§ WORK INSTRUCTIONS
Report each line of the entries that contains the word "Vale", copied in full.

[Records drawn from a dataset]
----------

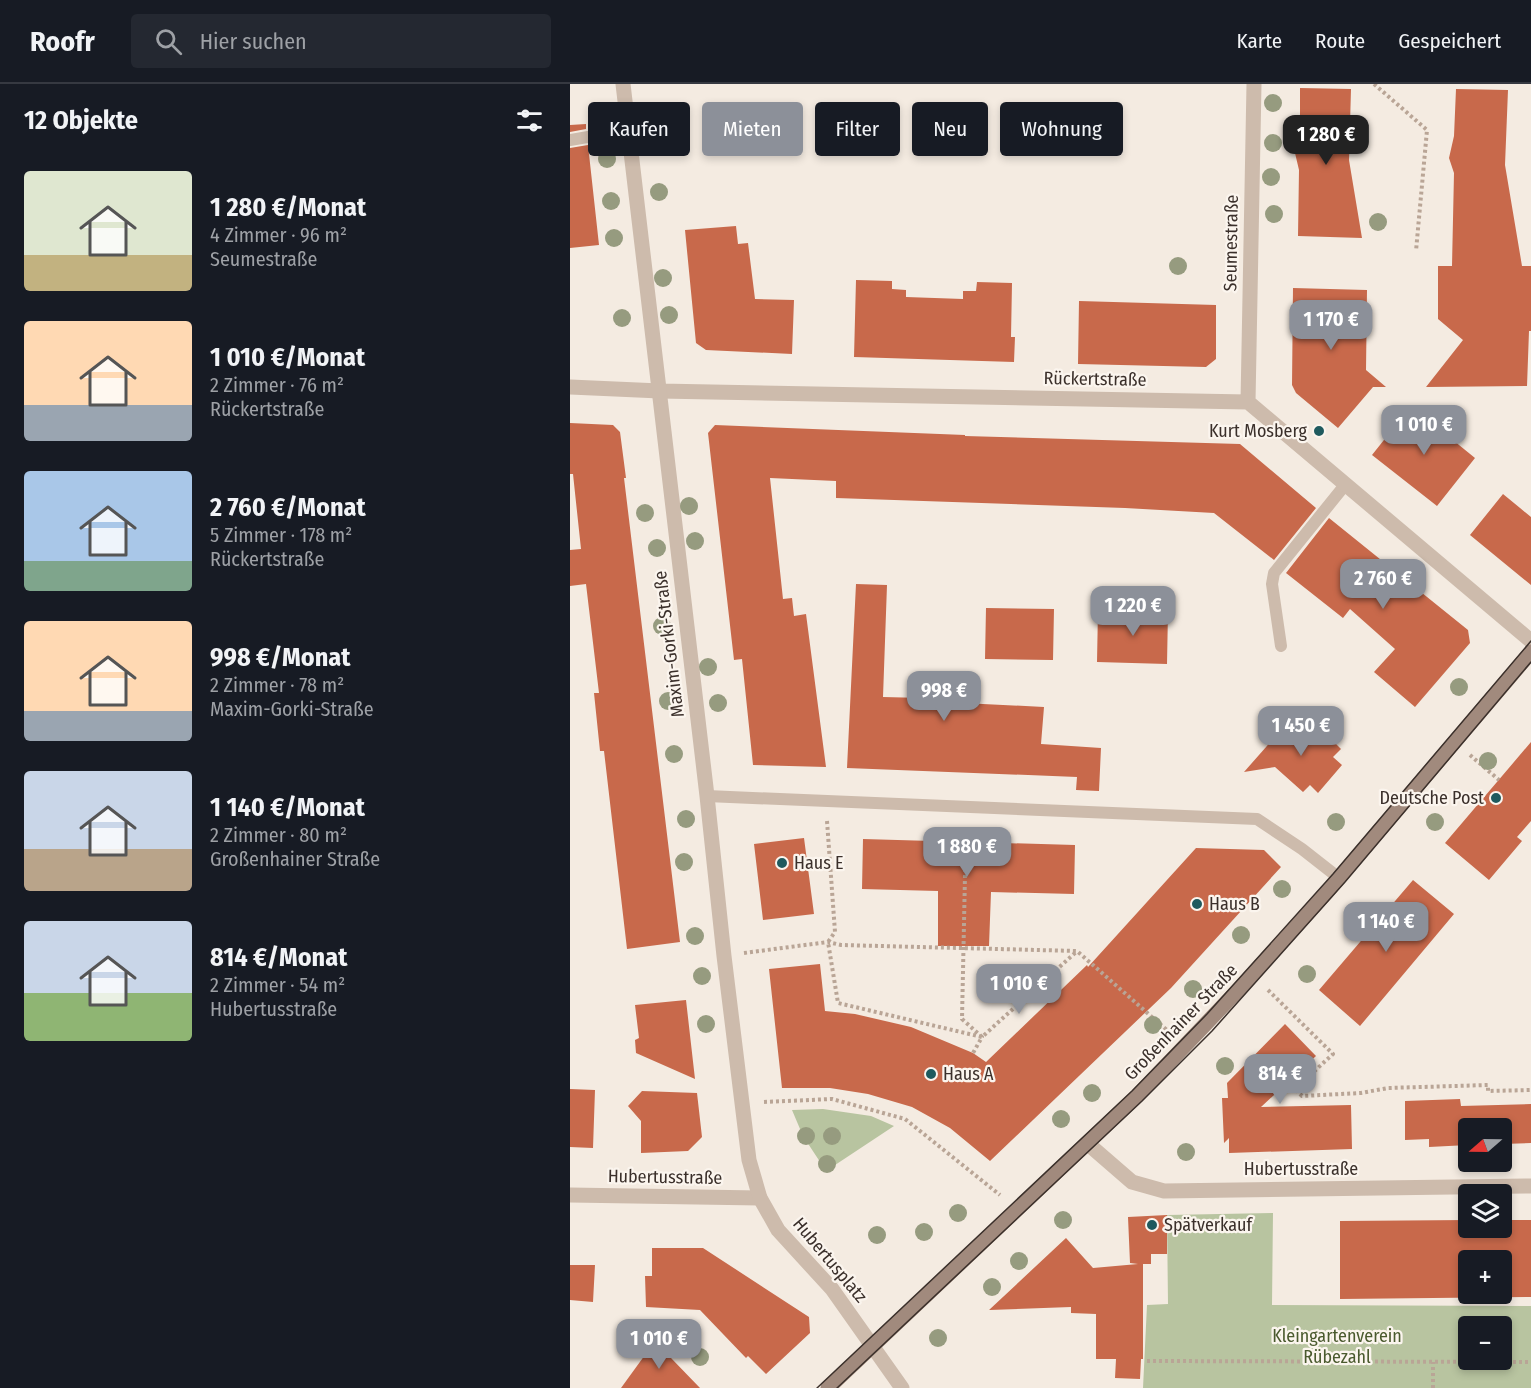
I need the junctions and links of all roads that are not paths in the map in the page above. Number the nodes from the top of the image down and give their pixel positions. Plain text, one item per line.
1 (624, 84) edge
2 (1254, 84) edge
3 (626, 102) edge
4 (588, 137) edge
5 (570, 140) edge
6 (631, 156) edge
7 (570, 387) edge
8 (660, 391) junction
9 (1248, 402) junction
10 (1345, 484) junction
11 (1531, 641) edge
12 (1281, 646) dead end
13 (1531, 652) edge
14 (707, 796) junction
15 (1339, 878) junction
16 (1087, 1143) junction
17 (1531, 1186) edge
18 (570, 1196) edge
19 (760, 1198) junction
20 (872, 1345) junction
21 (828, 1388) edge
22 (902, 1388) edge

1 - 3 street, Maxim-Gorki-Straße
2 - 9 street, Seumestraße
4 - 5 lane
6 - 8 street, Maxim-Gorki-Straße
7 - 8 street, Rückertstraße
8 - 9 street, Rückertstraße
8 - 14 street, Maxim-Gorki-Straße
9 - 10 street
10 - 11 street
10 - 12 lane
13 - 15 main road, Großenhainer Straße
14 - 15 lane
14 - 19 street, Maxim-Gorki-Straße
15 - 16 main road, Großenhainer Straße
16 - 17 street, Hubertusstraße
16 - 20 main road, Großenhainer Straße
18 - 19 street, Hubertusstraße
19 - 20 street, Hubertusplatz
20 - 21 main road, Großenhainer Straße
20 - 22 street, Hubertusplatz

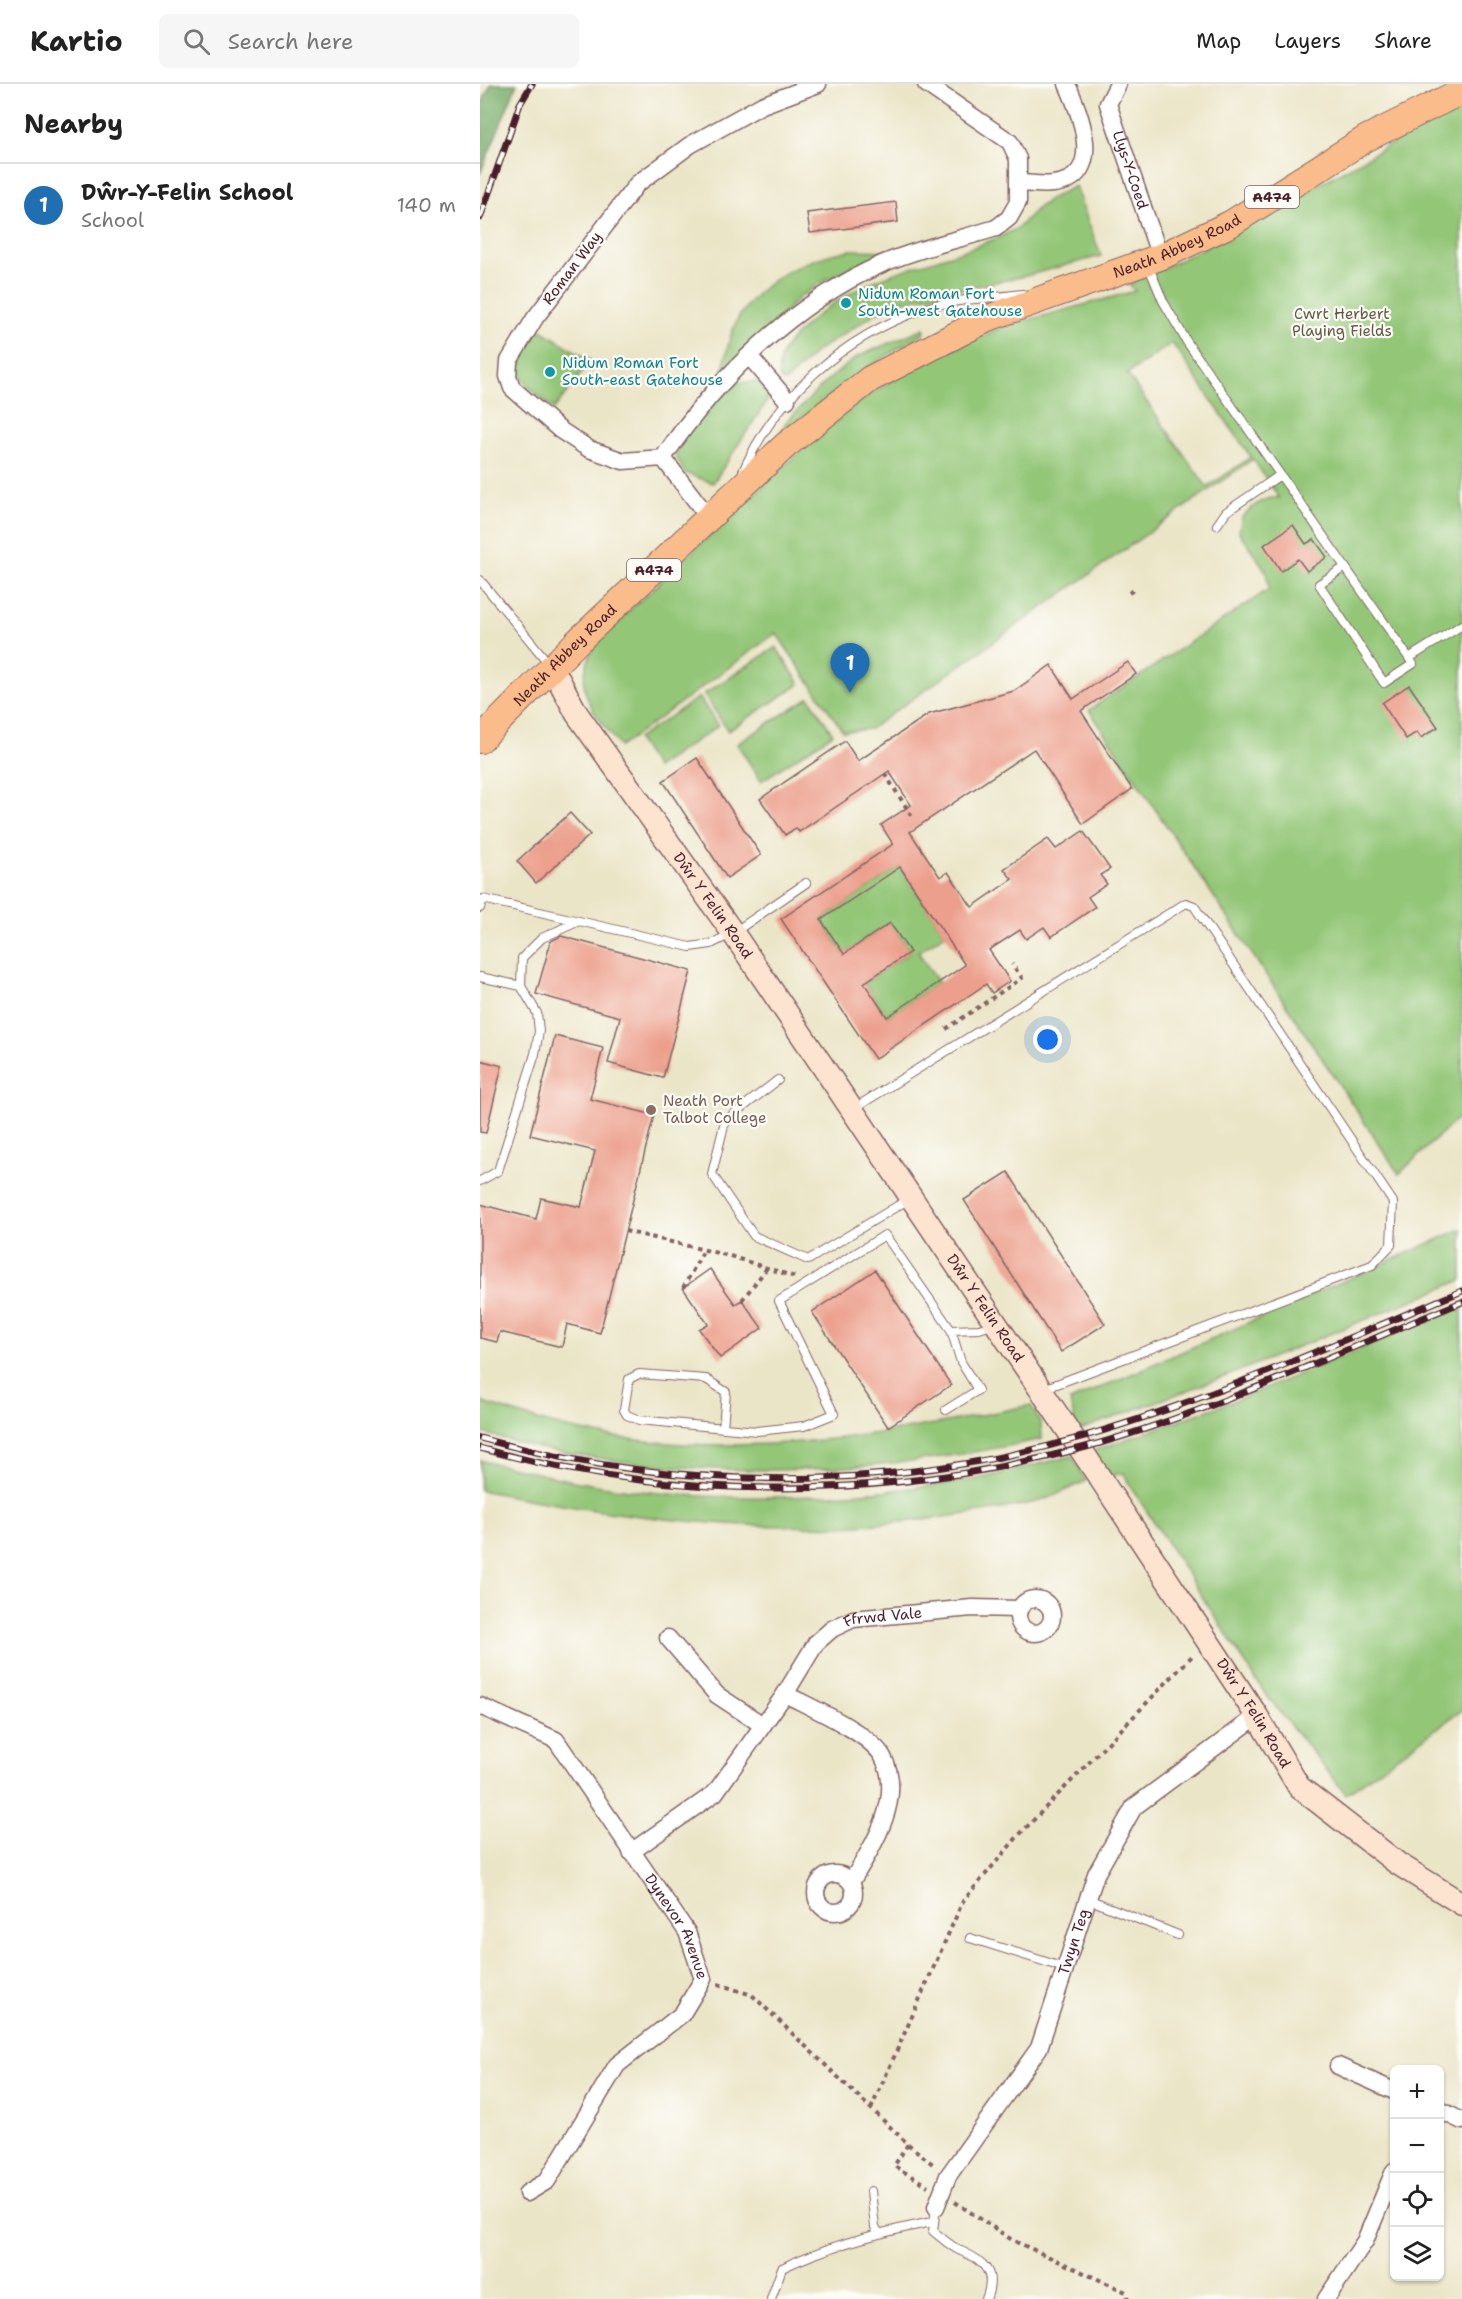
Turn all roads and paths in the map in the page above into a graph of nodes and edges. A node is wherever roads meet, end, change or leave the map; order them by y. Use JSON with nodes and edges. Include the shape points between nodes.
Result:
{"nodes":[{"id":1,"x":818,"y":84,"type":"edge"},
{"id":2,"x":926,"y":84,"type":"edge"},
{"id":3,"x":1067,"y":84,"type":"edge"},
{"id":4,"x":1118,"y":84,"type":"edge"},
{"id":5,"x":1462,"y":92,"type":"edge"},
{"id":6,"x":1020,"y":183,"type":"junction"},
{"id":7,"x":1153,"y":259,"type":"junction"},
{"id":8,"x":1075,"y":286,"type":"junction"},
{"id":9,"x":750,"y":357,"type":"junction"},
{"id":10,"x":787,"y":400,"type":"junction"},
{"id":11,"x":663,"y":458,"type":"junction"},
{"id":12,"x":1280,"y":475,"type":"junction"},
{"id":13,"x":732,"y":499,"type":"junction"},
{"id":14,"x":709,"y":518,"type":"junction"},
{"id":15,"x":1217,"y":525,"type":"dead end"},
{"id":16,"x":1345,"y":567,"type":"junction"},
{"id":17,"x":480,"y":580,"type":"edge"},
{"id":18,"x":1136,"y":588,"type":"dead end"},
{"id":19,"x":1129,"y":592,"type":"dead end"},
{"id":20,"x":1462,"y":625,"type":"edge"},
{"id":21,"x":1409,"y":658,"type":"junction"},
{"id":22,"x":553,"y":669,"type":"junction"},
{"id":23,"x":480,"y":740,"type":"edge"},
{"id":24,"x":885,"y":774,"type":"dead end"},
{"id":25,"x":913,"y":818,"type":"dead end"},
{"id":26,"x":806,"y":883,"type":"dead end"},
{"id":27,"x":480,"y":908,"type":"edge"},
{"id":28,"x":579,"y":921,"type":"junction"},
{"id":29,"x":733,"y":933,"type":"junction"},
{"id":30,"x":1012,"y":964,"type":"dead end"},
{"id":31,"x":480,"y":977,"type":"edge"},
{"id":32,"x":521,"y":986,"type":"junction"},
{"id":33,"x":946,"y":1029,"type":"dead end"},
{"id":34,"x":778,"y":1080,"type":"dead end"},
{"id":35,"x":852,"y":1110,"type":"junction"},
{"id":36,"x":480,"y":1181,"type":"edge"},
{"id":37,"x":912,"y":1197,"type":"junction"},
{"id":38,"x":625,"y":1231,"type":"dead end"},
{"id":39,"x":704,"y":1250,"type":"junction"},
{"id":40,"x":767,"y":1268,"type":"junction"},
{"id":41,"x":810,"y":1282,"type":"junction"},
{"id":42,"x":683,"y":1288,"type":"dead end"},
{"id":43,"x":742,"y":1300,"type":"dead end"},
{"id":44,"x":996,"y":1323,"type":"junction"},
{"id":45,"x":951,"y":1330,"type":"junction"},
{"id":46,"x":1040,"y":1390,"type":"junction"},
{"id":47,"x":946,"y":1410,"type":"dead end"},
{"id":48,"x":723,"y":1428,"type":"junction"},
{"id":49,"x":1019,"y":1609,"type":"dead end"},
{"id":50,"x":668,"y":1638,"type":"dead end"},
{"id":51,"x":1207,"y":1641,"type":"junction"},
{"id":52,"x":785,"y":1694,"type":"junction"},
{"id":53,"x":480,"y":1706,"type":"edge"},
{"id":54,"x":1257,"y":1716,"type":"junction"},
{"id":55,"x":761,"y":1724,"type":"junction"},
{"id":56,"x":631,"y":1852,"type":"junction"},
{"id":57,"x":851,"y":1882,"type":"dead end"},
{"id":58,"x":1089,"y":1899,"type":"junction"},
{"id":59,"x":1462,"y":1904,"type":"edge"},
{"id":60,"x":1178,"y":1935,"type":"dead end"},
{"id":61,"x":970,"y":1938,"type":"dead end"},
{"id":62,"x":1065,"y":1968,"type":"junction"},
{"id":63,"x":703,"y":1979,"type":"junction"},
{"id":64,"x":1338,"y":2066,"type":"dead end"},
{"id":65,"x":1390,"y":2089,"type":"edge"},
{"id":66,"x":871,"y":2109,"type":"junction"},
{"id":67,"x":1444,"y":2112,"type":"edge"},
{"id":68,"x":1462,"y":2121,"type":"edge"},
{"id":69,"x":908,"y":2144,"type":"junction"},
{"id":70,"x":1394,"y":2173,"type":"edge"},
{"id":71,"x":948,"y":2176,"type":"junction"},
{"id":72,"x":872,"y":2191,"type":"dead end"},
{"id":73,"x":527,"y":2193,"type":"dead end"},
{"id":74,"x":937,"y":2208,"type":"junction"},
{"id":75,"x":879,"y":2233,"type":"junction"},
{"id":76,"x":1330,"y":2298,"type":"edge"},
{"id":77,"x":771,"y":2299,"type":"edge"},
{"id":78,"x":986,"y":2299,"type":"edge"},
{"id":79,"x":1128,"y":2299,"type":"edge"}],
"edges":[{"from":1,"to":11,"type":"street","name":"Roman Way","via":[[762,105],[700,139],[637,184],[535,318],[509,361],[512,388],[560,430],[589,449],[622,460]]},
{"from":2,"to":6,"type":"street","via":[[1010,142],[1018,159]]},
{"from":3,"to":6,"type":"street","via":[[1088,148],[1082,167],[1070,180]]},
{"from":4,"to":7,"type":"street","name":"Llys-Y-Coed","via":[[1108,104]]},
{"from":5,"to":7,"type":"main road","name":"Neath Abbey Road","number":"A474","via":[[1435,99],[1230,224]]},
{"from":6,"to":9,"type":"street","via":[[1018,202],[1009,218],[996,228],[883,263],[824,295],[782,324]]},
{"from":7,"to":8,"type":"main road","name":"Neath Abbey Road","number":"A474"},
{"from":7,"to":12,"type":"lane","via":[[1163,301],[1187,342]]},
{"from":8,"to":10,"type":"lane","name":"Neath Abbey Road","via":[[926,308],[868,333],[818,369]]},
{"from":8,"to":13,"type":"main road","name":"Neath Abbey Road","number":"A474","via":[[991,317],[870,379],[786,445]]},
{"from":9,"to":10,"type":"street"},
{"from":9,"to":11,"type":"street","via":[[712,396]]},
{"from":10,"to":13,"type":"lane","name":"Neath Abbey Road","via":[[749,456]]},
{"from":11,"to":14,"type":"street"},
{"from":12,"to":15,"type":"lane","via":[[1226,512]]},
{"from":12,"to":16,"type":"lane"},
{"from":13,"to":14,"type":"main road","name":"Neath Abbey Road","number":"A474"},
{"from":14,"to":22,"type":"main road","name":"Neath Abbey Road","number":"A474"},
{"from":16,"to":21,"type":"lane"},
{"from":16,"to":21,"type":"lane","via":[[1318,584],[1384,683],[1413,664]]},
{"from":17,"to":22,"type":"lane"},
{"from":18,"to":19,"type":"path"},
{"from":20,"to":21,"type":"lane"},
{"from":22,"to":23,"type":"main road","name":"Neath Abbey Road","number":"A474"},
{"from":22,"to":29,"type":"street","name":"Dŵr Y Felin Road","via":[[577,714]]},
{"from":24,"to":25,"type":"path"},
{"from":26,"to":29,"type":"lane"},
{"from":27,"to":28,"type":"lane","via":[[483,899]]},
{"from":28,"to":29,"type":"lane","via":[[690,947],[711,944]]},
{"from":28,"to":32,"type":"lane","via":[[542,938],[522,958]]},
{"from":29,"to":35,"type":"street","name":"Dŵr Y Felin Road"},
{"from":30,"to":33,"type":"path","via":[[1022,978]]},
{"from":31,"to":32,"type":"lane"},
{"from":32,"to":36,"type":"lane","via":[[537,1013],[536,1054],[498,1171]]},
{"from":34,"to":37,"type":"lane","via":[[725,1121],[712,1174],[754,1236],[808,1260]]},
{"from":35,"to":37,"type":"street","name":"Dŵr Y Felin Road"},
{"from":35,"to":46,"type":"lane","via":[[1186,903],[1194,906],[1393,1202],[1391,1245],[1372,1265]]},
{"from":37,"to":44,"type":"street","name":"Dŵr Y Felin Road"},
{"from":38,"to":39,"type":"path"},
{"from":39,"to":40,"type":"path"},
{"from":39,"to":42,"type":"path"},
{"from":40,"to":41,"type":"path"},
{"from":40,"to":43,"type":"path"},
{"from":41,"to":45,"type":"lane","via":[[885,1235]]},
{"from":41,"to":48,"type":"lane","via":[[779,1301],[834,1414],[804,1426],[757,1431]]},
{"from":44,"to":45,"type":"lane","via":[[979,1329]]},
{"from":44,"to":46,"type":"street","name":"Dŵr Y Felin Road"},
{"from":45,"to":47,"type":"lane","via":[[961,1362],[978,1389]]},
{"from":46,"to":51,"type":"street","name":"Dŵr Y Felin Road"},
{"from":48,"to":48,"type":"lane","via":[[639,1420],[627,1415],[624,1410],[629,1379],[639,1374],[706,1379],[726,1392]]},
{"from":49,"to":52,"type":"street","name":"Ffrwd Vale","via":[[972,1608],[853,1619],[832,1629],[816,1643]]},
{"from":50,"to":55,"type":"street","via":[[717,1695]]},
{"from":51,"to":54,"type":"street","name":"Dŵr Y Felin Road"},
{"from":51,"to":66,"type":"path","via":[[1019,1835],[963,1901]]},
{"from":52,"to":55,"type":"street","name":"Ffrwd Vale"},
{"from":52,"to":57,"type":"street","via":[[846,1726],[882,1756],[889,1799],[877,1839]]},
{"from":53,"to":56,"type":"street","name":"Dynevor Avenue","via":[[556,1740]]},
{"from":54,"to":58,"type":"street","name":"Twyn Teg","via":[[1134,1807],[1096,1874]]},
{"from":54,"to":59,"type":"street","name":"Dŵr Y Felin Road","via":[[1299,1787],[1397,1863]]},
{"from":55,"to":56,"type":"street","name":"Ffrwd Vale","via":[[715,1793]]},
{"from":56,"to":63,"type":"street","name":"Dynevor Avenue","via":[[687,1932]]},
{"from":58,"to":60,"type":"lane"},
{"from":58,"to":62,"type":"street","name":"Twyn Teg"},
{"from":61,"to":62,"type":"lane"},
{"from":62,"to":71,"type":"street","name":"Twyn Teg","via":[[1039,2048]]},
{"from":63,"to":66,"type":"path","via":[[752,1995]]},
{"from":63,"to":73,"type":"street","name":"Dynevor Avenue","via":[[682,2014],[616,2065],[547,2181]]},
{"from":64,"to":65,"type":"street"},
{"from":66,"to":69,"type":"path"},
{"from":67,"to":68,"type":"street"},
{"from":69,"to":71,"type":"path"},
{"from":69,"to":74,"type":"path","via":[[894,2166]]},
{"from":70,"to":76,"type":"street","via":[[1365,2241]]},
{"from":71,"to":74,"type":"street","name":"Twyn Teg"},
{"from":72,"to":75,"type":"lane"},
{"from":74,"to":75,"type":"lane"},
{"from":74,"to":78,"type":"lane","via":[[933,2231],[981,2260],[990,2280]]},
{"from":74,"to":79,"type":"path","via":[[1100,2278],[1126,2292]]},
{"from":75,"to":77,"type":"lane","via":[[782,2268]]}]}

----------

§ OUTPUT OF THE TASK
{"from":49,"to":52,"type":"street","name":"Ffrwd Vale","via":[[972,1608],[853,1619],[832,1629],[816,1643]]},
{"from":52,"to":55,"type":"street","name":"Ffrwd Vale"},
{"from":55,"to":56,"type":"street","name":"Ffrwd Vale","via":[[715,1793]]},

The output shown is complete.